• _Exercise objective_
Copy the listing exactly, please, and keep every picture out of it.

Data Start Marker

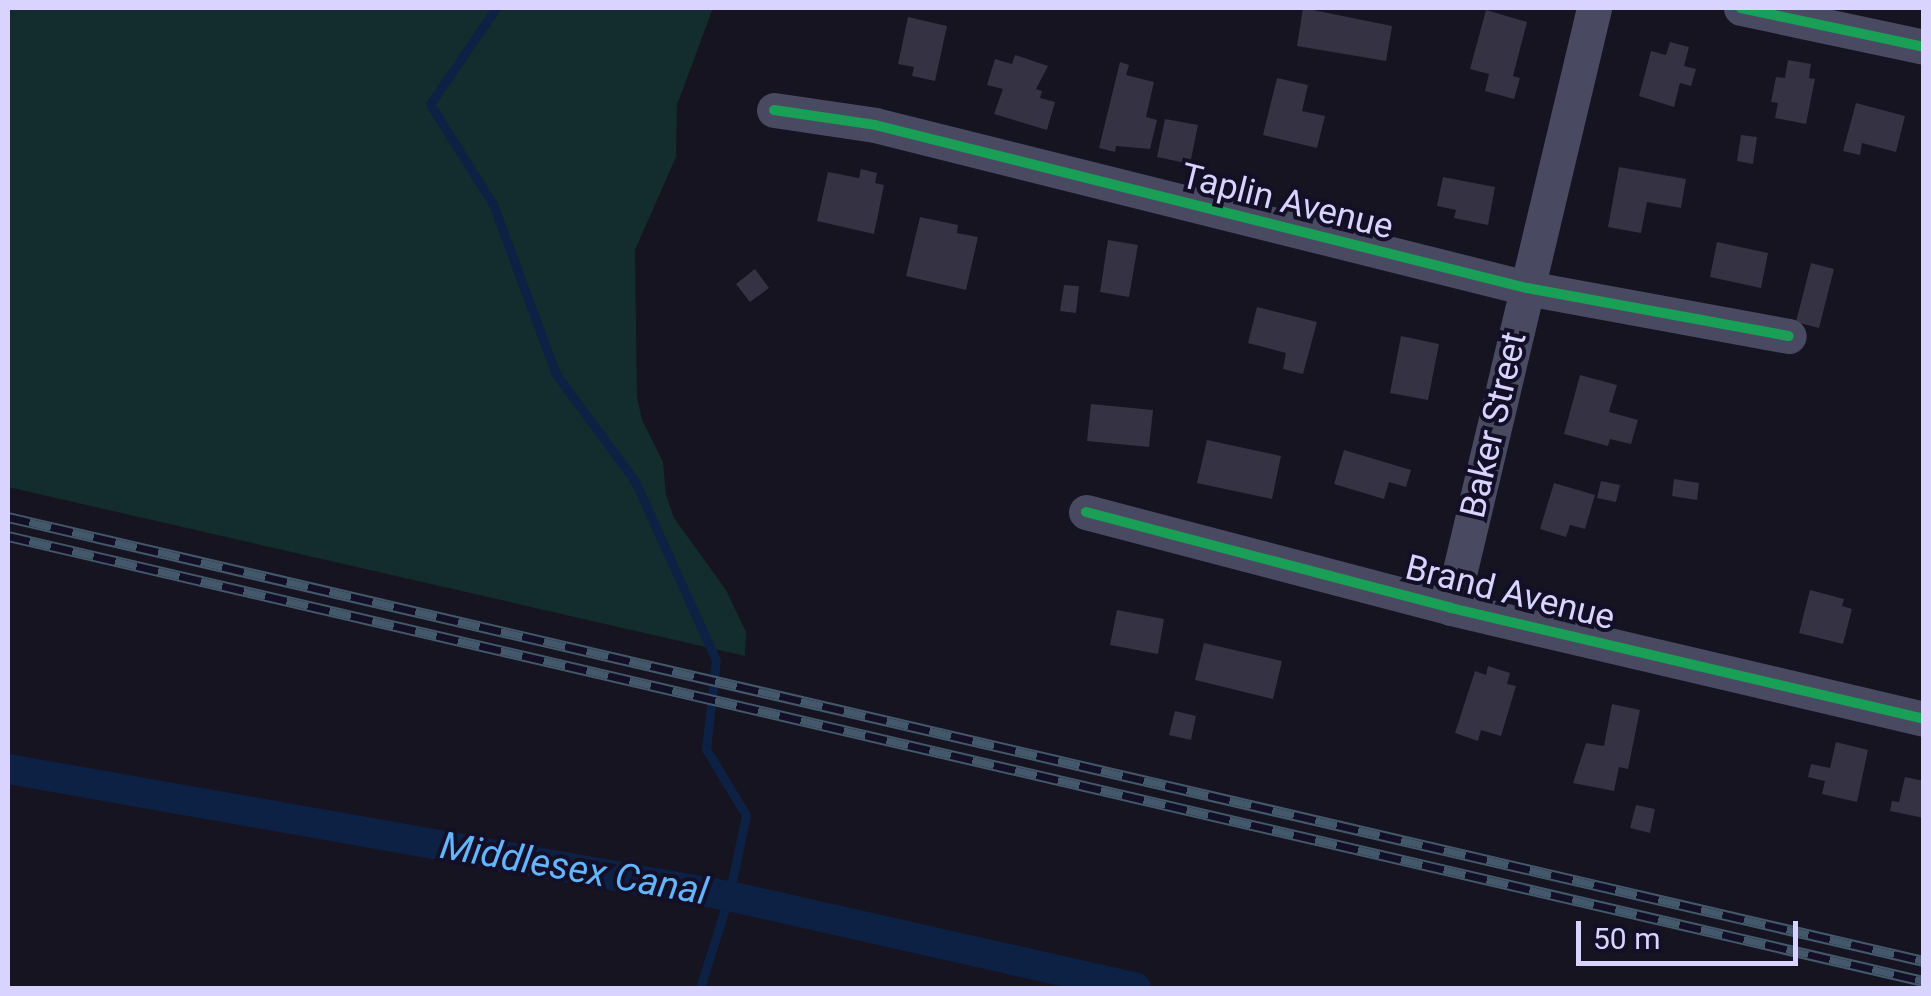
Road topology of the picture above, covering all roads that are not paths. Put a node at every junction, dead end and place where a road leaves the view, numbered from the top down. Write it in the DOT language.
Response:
graph roads {
  1 [pos="1594,8"];
  2 [pos="1741,8"];
  3 [pos="1924,48"];
  4 [pos="774,110"];
  5 [pos="1526,288"];
  6 [pos="1789,336"];
  7 [pos="1086,512"];
  8 [pos="1451,608"];
  9 [pos="1924,719"];
  1 -- 5 [label="street, Baker Street"];
  2 -- 3 [label="street"];
  4 -- 5 [label="street, Taplin Avenue"];
  5 -- 6 [label="street, Taplin Avenue"];
  5 -- 8 [label="street, Baker Street"];
  7 -- 8 [label="street, Brand Avenue"];
  8 -- 9 [label="street, Brand Avenue"];
}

Data End Marker

• _Problem solution_
Road topology of the picture above, covering all roads that are not paths. Put a node at every junction, dead end and place where a road leaves the view, numbered from the top down. Write it in the DOT language.
Response:
graph roads {
  1 [pos="1594,8"];
  2 [pos="1741,8"];
  3 [pos="1924,48"];
  4 [pos="774,110"];
  5 [pos="1526,288"];
  6 [pos="1789,336"];
  7 [pos="1086,512"];
  8 [pos="1451,608"];
  9 [pos="1924,719"];
  1 -- 5 [label="street, Baker Street"];
  2 -- 3 [label="street"];
  4 -- 5 [label="street, Taplin Avenue"];
  5 -- 6 [label="street, Taplin Avenue"];
  5 -- 8 [label="street, Baker Street"];
  7 -- 8 [label="street, Brand Avenue"];
  8 -- 9 [label="street, Brand Avenue"];
}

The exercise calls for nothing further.